WHAT YOU SHOULD DO: Every record below must come back exactly as written, with the images dropped.

Saved entries
Content starts

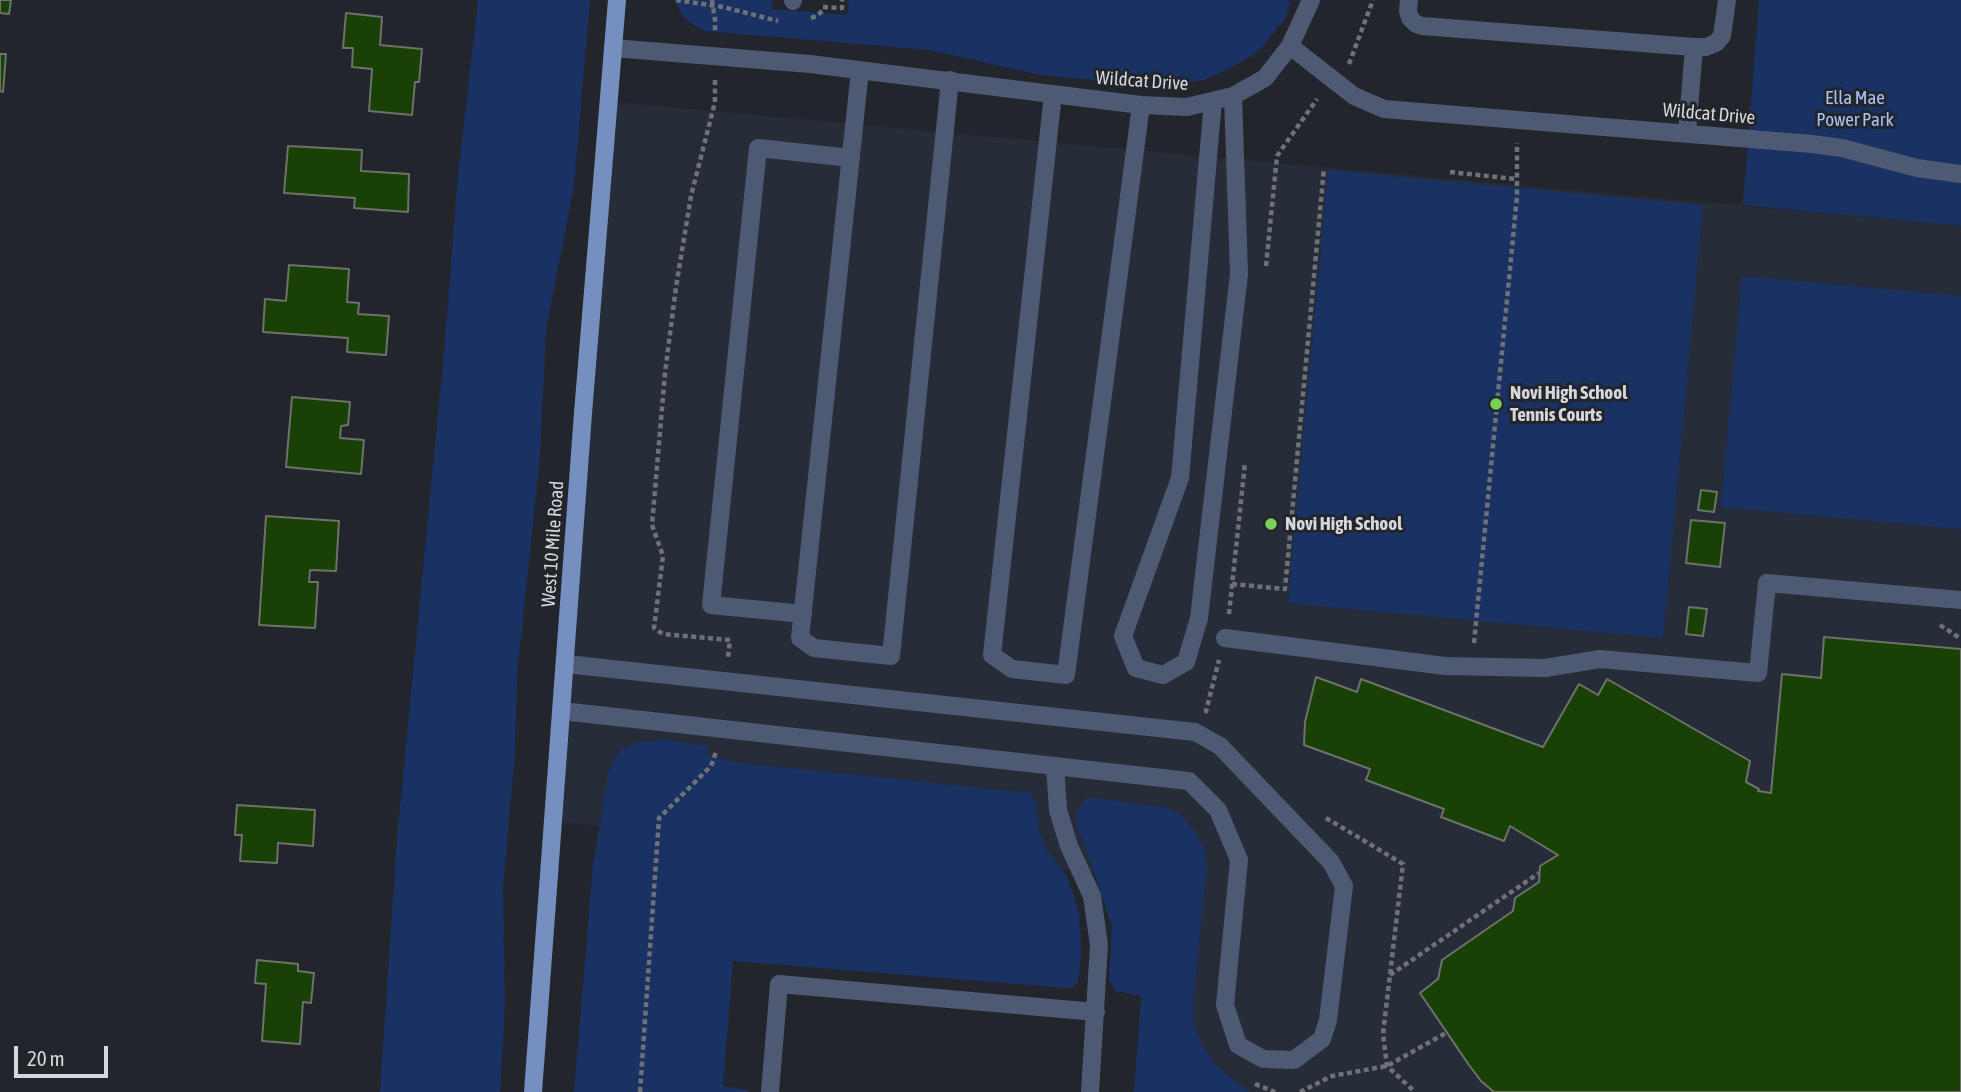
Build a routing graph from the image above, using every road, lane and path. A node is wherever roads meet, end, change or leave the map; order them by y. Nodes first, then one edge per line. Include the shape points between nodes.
1 (617, 0) edge
2 (676, 0) edge
3 (842, 0) edge
4 (1311, 0) edge
5 (1373, 0) edge
6 (1409, 0) edge
7 (1727, 0) edge
8 (712, 3) edge
9 (815, 7) dead end
10 (826, 7) junction
11 (803, 21) dead end
12 (788, 22) dead end
13 (1290, 46) junction
14 (1694, 47) junction
15 (613, 48) junction
16 (715, 56) junction
17 (860, 70) junction
18 (950, 80) junction
19 (1334, 80) junction
20 (1053, 94) junction
21 (1233, 96) junction
22 (1213, 101) junction
23 (1141, 105) junction
24 (1526, 119) junction
25 (1686, 134) junction
26 (851, 158) junction
27 (1324, 168) dead end
28 (1450, 172) dead end
29 (1961, 174) edge
30 (1516, 179) junction
31 (1266, 267) dead end
32 (1245, 460) dead end
33 (1232, 584) junction
34 (1961, 600) edge
35 (803, 614) junction
36 (1224, 638) joint
37 (566, 664) junction
38 (1472, 666) junction
39 (725, 682) junction
40 (562, 711) junction
41 (719, 729) junction
42 (1055, 766) junction
43 (1539, 873) dead end
44 (1390, 975) dead end
45 (1096, 1012) junction
46 (1446, 1033) dead end
47 (1387, 1066) junction
48 (533, 1092) edge
49 (640, 1092) edge
50 (770, 1092) edge
51 (1090, 1092) edge
52 (1300, 1092) edge
53 (1415, 1092) edge

1 - 15 main road, West 10 Mile Road
2 - 8 path
3 - 10 path via 842,8
4 - 13 street
5 - 19 path via 1347,67
6 - 14 street via 1410,18 1422,26
7 - 14 street via 1722,36 1706,47
8 - 12 path
8 - 16 path
9 - 10 path
10 - 11 path
13 - 19 street, Wildcat Drive
13 - 21 street, Wildcat Drive via 1265,78
14 - 25 street
15 - 16 street, Wildcat Drive
15 - 37 main road, West 10 Mile Road
16 - 17 street, Wildcat Drive
16 - 39 path via 715,102 691,196 664,373 652,525 663,556 654,628 663,634 730,640
17 - 18 street, Wildcat Drive
17 - 26 street
18 - 20 street, Wildcat Drive
18 - 35 street via 891,656 814,648 800,638
19 - 24 street, Wildcat Drive via 1354,96 1384,109
19 - 31 path via 1277,156
20 - 23 street, Wildcat Drive
20 - 23 street via 992,655 1012,669 1066,674
21 - 22 street, Wildcat Drive
21 - 22 street via 1239,274 1199,618 1186,663 1163,676 1136,668 1123,636 1180,478
22 - 23 street, Wildcat Drive via 1187,107
24 - 25 street, Wildcat Drive
24 - 30 path via 1516,145
25 - 29 street, Wildcat Drive via 1842,148 1917,168
26 - 35 street
26 - 35 street via 758,148 710,604
27 - 33 path via 1285,589
28 - 30 path
30 - 38 path
32 - 33 path
33 - 36 path
34 - 38 street via 1767,583 1758,673 1600,659 1545,668
36 - 38 street
37 - 39 street
37 - 40 main road, West 10 Mile Road
39 - 42 street via 1195,732 1220,746 1331,862 1344,886 1322,1039 1294,1060 1263,1059 1238,1045 1225,1005 1239,860 1218,810 1189,781
40 - 41 street
40 - 48 main road, West 10 Mile Road
41 - 42 street
41 - 49 path via 711,766 659,818
42 - 45 street via 1058,810 1092,896 1099,944
43 - 44 path
45 - 50 street via 779,984
45 - 51 street
46 - 47 path
47 - 52 path via 1332,1076
47 - 53 path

Content ends

RESPONSE AREA:
Build a routing graph from the image above, using every road, lane and path. A node is wherever roads meet, end, change or leave the map; order them by y. Nodes first, then one edge per line. Include the shape points between nodes.
1 (617, 0) edge
2 (676, 0) edge
3 (842, 0) edge
4 (1311, 0) edge
5 (1373, 0) edge
6 (1409, 0) edge
7 (1727, 0) edge
8 (712, 3) edge
9 (815, 7) dead end
10 (826, 7) junction
11 (803, 21) dead end
12 (788, 22) dead end
13 (1290, 46) junction
14 (1694, 47) junction
15 (613, 48) junction
16 (715, 56) junction
17 (860, 70) junction
18 (950, 80) junction
19 (1334, 80) junction
20 (1053, 94) junction
21 (1233, 96) junction
22 (1213, 101) junction
23 (1141, 105) junction
24 (1526, 119) junction
25 (1686, 134) junction
26 (851, 158) junction
27 (1324, 168) dead end
28 (1450, 172) dead end
29 (1961, 174) edge
30 (1516, 179) junction
31 (1266, 267) dead end
32 (1245, 460) dead end
33 (1232, 584) junction
34 (1961, 600) edge
35 (803, 614) junction
36 (1224, 638) joint
37 (566, 664) junction
38 (1472, 666) junction
39 (725, 682) junction
40 (562, 711) junction
41 (719, 729) junction
42 (1055, 766) junction
43 (1539, 873) dead end
44 (1390, 975) dead end
45 (1096, 1012) junction
46 (1446, 1033) dead end
47 (1387, 1066) junction
48 (533, 1092) edge
49 (640, 1092) edge
50 (770, 1092) edge
51 (1090, 1092) edge
52 (1300, 1092) edge
53 (1415, 1092) edge

1 - 15 main road, West 10 Mile Road
2 - 8 path
3 - 10 path via 842,8
4 - 13 street
5 - 19 path via 1347,67
6 - 14 street via 1410,18 1422,26
7 - 14 street via 1722,36 1706,47
8 - 12 path
8 - 16 path
9 - 10 path
10 - 11 path
13 - 19 street, Wildcat Drive
13 - 21 street, Wildcat Drive via 1265,78
14 - 25 street
15 - 16 street, Wildcat Drive
15 - 37 main road, West 10 Mile Road
16 - 17 street, Wildcat Drive
16 - 39 path via 715,102 691,196 664,373 652,525 663,556 654,628 663,634 730,640
17 - 18 street, Wildcat Drive
17 - 26 street
18 - 20 street, Wildcat Drive
18 - 35 street via 891,656 814,648 800,638
19 - 24 street, Wildcat Drive via 1354,96 1384,109
19 - 31 path via 1277,156
20 - 23 street, Wildcat Drive
20 - 23 street via 992,655 1012,669 1066,674
21 - 22 street, Wildcat Drive
21 - 22 street via 1239,274 1199,618 1186,663 1163,676 1136,668 1123,636 1180,478
22 - 23 street, Wildcat Drive via 1187,107
24 - 25 street, Wildcat Drive
24 - 30 path via 1516,145
25 - 29 street, Wildcat Drive via 1842,148 1917,168
26 - 35 street
26 - 35 street via 758,148 710,604
27 - 33 path via 1285,589
28 - 30 path
30 - 38 path
32 - 33 path
33 - 36 path
34 - 38 street via 1767,583 1758,673 1600,659 1545,668
36 - 38 street
37 - 39 street
37 - 40 main road, West 10 Mile Road
39 - 42 street via 1195,732 1220,746 1331,862 1344,886 1322,1039 1294,1060 1263,1059 1238,1045 1225,1005 1239,860 1218,810 1189,781
40 - 41 street
40 - 48 main road, West 10 Mile Road
41 - 42 street
41 - 49 path via 711,766 659,818
42 - 45 street via 1058,810 1092,896 1099,944
43 - 44 path
45 - 50 street via 779,984
45 - 51 street
46 - 47 path
47 - 52 path via 1332,1076
47 - 53 path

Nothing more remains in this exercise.